To your surprise, you receive the following failed test for the exact two fields you updated. It looks like the data platform engineering team has finally implemented data contracts in this repository.

(update-objects-images-schema) $ python -m unittest data_contract_components/prevention/test_data_contract_violations.py -v
test_all_contract_assets_present_in_catalog (data_contract_components.prevention.test_data_contract_violations.TestContractViolations.test_all_contract_assets_present_in_catalog)
Test that all assets under contract are present in the data catalog ... ok
test_data_contracts_against_data_catalog (data_contract_components.prevention.test_data_contract_violations.TestContractViolations.test_data_contracts_against_data_catalog)
Test that all data contract constraints match the data catalog. ... FAIL

======================================================================
FAIL: test_data_contracts_against_data_catalog (data_contract_components.prevention.test_data_contract_violations.TestContractViolations.test_data_contracts_against_data_catalog)
Test that all data contract constraints match the data catalog.
----------------------------------------------------------------------
Traceback (most recent call last):
  File "/workspace/data_contract_components/prevention/test_data_contract_violations.py", line 30, in test_data_contracts_against_data_catalog
    self.fail(f"All data contract constraints should match the data catalog.\n\nViolations:\n{violation_text}")
AssertionError: All data contract constraints should match the data catalog.

Violations:
1. Contract: object_images_contract_spec
   Table: object_images
   Column: primary_image
   Issue: Column 'primary_image' is defined in contract but missing from data catalog

2. Contract: object_images_contract_spec
   Table: object_images
   Column: additional_images
   Issue: Column 'additional_images' is defined in contract but missing from data catalog


----------------------------------------------------------------------
Ran 2 tests in 0.240s

FAILED (failures=1)

IV - Push to remote branch and view error logs

So that this violation is logged on the pull request, you push your local branch to your remote branch via the following commands:

git add .
git commit -m 'adding updates that caused contract violation'
git push --set-upstream origin update-objects-images-schema

As expected, the CI/CD checks via GitHub Actions fail as seen in Figure 7-8:

Figure 7-8 Figure 7-8: Data Contract Violation Message With Failed CI/CD Tests

This will be useful when trying to explain the issue to your colleagues.

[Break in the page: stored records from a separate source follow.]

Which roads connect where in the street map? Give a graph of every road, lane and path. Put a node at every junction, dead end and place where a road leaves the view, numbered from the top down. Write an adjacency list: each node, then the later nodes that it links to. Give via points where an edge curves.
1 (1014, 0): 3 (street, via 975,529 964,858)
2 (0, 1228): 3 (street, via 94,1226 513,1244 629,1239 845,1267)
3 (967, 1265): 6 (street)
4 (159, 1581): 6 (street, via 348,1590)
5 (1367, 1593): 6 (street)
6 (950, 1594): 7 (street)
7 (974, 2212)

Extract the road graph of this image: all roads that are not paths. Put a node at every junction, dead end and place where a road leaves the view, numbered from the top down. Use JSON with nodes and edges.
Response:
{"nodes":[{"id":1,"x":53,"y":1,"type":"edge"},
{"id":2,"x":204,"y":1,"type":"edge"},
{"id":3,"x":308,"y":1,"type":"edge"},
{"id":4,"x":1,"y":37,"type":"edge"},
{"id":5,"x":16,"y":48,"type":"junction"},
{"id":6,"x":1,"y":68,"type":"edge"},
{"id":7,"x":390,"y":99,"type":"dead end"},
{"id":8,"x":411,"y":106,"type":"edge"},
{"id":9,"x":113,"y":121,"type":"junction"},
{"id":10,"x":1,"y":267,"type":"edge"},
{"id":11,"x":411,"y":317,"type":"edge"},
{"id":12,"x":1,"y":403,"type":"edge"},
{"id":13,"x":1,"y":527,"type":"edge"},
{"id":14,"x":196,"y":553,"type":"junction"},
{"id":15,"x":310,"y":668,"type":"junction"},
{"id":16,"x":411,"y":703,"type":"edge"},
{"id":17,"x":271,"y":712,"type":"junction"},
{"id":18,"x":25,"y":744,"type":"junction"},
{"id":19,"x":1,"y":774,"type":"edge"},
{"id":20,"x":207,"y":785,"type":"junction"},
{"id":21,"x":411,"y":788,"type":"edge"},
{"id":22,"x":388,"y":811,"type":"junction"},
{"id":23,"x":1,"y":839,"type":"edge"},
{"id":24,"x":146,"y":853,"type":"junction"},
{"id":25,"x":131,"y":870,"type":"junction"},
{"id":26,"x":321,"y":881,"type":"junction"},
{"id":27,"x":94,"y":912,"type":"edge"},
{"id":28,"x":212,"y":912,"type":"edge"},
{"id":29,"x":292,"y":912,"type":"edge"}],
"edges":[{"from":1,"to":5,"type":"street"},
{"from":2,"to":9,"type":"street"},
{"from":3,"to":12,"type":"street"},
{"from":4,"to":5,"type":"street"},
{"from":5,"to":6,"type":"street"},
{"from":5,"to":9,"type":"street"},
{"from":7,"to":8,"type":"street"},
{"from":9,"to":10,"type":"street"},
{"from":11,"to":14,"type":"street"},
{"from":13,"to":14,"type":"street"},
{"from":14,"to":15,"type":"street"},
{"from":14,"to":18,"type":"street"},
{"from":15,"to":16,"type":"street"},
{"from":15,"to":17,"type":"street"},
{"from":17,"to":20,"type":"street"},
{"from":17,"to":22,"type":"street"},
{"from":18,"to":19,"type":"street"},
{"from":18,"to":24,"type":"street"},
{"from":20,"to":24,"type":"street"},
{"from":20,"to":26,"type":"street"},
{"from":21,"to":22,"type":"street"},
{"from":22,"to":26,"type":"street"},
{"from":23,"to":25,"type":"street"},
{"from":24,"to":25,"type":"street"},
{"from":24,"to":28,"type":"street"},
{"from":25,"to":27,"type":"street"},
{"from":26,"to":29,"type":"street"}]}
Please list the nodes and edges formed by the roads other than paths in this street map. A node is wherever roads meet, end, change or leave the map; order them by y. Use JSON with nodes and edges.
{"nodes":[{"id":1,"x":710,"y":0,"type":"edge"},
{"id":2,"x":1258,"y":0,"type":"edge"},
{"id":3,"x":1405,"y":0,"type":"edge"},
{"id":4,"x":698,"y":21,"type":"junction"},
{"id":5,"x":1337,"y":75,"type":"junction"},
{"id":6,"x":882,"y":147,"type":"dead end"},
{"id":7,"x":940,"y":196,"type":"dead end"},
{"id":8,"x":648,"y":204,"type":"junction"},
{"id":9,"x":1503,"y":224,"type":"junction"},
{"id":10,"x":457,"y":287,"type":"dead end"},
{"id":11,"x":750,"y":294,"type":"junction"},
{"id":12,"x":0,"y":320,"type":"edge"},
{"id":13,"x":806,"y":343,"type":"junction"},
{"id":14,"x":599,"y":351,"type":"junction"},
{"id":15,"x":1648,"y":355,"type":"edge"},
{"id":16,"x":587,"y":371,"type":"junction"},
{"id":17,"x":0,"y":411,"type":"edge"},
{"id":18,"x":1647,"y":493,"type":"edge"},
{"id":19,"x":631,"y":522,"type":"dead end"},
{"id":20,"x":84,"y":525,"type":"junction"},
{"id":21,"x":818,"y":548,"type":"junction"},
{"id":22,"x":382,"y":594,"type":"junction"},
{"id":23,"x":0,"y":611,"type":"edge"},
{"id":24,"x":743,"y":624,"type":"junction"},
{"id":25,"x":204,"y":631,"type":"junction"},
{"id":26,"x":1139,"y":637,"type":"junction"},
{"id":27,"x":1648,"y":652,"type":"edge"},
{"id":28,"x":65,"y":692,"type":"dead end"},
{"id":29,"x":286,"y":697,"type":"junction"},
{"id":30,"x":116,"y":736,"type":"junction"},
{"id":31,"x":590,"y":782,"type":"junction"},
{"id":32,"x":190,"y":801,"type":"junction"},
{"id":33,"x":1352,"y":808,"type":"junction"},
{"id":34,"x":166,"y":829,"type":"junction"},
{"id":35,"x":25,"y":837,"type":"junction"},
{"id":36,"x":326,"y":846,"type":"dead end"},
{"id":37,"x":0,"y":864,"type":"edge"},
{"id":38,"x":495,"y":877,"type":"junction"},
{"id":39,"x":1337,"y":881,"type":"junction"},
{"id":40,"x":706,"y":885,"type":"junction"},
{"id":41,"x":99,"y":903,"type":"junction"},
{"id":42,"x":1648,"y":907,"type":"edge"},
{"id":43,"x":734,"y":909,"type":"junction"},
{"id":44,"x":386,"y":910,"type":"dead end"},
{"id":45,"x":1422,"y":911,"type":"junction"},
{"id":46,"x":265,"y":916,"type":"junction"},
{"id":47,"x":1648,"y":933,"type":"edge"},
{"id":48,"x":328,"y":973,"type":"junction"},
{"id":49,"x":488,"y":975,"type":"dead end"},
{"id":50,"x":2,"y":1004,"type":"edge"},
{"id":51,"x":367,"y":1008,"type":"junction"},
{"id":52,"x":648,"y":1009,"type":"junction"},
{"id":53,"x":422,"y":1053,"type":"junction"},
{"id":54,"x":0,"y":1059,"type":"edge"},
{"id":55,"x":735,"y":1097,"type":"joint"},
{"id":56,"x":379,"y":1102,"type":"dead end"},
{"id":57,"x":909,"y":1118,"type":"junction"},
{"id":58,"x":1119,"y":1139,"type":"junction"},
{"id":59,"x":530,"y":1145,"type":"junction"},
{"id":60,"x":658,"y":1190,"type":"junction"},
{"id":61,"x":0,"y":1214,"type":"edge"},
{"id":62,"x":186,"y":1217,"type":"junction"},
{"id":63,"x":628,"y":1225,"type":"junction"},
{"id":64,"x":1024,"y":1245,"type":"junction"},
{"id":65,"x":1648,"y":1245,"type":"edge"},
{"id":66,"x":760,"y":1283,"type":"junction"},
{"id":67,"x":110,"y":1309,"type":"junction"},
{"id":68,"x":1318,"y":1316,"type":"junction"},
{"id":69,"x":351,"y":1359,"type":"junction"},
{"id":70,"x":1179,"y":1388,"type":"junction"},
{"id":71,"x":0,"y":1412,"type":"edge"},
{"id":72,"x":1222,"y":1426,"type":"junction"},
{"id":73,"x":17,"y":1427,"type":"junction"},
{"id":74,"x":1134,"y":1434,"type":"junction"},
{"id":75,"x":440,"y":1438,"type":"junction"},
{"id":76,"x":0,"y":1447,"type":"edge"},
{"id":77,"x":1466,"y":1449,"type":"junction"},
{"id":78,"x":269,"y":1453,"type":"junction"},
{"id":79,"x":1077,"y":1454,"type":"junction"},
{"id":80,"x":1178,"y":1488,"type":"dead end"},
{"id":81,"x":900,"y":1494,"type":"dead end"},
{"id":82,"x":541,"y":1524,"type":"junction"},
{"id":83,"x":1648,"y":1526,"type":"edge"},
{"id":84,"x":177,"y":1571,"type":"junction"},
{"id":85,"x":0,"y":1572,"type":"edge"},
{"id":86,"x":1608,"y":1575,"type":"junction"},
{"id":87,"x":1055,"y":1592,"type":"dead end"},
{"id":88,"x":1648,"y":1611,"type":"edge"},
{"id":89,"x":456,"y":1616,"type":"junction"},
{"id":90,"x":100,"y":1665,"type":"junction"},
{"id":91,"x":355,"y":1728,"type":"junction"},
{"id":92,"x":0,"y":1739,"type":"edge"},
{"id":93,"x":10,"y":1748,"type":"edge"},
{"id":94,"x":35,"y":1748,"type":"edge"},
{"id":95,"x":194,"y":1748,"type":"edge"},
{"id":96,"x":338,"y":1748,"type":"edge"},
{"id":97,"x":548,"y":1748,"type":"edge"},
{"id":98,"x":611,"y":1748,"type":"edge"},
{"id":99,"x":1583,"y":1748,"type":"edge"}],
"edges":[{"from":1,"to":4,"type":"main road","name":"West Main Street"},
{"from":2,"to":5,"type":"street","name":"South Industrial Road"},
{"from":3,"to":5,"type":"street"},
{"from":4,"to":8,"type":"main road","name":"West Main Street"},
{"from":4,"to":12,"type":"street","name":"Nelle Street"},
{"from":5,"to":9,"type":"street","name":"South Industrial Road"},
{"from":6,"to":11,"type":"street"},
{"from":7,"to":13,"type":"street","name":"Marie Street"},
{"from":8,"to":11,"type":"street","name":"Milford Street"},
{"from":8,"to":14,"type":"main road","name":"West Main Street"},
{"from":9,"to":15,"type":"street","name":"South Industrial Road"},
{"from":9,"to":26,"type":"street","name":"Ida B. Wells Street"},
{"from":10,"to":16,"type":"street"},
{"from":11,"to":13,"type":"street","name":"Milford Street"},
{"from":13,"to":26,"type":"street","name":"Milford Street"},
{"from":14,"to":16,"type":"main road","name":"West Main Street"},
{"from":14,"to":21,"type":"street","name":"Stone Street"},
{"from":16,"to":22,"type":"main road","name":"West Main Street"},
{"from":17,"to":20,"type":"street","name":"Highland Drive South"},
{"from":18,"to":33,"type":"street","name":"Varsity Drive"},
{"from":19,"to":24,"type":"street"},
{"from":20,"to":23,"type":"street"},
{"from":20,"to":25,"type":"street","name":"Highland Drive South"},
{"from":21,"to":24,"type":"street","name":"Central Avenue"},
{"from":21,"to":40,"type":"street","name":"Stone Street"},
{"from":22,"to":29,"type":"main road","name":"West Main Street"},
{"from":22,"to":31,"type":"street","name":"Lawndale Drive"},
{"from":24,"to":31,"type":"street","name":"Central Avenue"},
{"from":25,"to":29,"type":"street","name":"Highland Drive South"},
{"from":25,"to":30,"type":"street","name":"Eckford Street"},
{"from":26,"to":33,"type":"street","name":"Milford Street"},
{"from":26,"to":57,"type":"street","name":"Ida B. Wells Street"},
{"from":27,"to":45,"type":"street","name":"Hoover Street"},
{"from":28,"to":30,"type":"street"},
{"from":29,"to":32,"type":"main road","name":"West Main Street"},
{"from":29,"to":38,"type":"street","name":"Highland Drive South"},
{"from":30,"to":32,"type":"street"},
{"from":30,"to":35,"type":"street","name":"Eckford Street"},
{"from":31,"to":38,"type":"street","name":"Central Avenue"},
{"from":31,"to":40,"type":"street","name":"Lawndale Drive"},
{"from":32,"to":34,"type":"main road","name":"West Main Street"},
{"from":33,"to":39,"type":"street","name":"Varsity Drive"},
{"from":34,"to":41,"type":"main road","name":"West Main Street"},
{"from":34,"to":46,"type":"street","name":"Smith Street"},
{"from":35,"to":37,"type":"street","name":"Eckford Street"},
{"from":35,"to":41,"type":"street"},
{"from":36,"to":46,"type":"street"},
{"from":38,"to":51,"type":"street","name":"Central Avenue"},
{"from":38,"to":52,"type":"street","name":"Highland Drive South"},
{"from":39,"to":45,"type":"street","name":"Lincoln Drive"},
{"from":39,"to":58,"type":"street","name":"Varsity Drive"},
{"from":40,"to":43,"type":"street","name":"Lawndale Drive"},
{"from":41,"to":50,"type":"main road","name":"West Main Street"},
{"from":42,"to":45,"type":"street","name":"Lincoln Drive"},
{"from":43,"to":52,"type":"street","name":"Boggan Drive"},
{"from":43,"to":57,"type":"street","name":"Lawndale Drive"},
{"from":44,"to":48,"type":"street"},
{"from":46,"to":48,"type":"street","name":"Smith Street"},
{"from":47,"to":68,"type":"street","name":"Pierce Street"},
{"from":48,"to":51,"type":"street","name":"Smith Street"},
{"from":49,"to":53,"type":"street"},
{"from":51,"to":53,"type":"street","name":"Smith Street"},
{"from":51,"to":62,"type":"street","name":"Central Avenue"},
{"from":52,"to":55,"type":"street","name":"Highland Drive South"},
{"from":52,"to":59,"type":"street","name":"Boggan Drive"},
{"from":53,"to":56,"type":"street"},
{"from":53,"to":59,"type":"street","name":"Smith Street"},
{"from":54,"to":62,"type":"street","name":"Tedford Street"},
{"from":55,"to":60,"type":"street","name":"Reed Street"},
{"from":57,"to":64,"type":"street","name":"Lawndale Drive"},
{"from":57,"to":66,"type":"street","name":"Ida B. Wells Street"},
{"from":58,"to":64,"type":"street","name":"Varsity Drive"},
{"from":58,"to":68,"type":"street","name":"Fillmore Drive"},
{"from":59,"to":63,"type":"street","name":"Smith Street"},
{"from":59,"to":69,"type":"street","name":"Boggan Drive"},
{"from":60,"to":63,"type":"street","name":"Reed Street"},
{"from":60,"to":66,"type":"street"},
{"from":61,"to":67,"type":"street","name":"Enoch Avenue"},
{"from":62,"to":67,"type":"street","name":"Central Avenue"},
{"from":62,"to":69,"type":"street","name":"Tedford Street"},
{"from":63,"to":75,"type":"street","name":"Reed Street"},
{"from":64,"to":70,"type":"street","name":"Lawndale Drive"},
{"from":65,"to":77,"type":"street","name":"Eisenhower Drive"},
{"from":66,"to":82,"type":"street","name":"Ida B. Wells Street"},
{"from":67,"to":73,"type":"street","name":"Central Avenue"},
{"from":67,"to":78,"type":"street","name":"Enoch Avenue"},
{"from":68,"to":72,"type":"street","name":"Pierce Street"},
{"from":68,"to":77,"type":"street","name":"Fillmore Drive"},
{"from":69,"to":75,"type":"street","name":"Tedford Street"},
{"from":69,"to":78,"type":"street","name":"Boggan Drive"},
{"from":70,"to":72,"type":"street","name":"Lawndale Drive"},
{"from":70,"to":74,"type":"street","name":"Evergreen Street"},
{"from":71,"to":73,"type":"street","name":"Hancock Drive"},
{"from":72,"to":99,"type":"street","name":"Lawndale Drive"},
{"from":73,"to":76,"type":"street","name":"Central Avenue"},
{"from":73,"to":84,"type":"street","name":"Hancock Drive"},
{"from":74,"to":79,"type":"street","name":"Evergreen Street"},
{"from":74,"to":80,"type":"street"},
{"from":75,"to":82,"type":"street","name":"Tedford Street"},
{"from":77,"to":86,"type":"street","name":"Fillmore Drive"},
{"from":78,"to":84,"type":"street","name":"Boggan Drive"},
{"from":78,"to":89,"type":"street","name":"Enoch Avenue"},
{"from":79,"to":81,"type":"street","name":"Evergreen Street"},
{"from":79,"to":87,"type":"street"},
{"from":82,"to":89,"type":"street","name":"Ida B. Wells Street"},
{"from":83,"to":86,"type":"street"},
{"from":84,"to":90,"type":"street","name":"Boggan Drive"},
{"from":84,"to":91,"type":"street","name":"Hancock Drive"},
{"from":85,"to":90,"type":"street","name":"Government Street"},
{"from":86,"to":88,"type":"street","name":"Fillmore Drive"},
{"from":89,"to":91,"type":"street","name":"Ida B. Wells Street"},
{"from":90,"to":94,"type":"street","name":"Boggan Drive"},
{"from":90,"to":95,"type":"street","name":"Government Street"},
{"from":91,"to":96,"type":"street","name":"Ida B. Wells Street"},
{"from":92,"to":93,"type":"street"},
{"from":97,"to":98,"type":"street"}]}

V - Revert db migration changes back

You undo this commit pushed to your remote branch by using the following commands:

git revert HEAD
git push

You also confirm that the CI/CD tests pass again as seen in Figure 7-9: Figure 7-9 Figure 7-9: CI/CD Tests Passing Again

Your next steps are to find the data contract spec used causing your violations and determine which team you need to talk to to learn more about their needs.

VI - Discuss with downstream team to learn use case

You locate the contract spec to data_contract_components/contract_definition/object_images_contract_spec.json and identify from the spec that the owner is the following:

"owner": {
      "name": "Data Engineering Team",
      "email": "data-eng@museum.org"
    },

You reach out to the data engineering team and learn the following new information:

  • The Data Science team has started their model training last week and heavily depend on object_images.

  • With that said, having images split between object_images.primary_image and object_images.additional_images, and the latter being an array requires additional data pre-processing and business logic the data science team have to maintain.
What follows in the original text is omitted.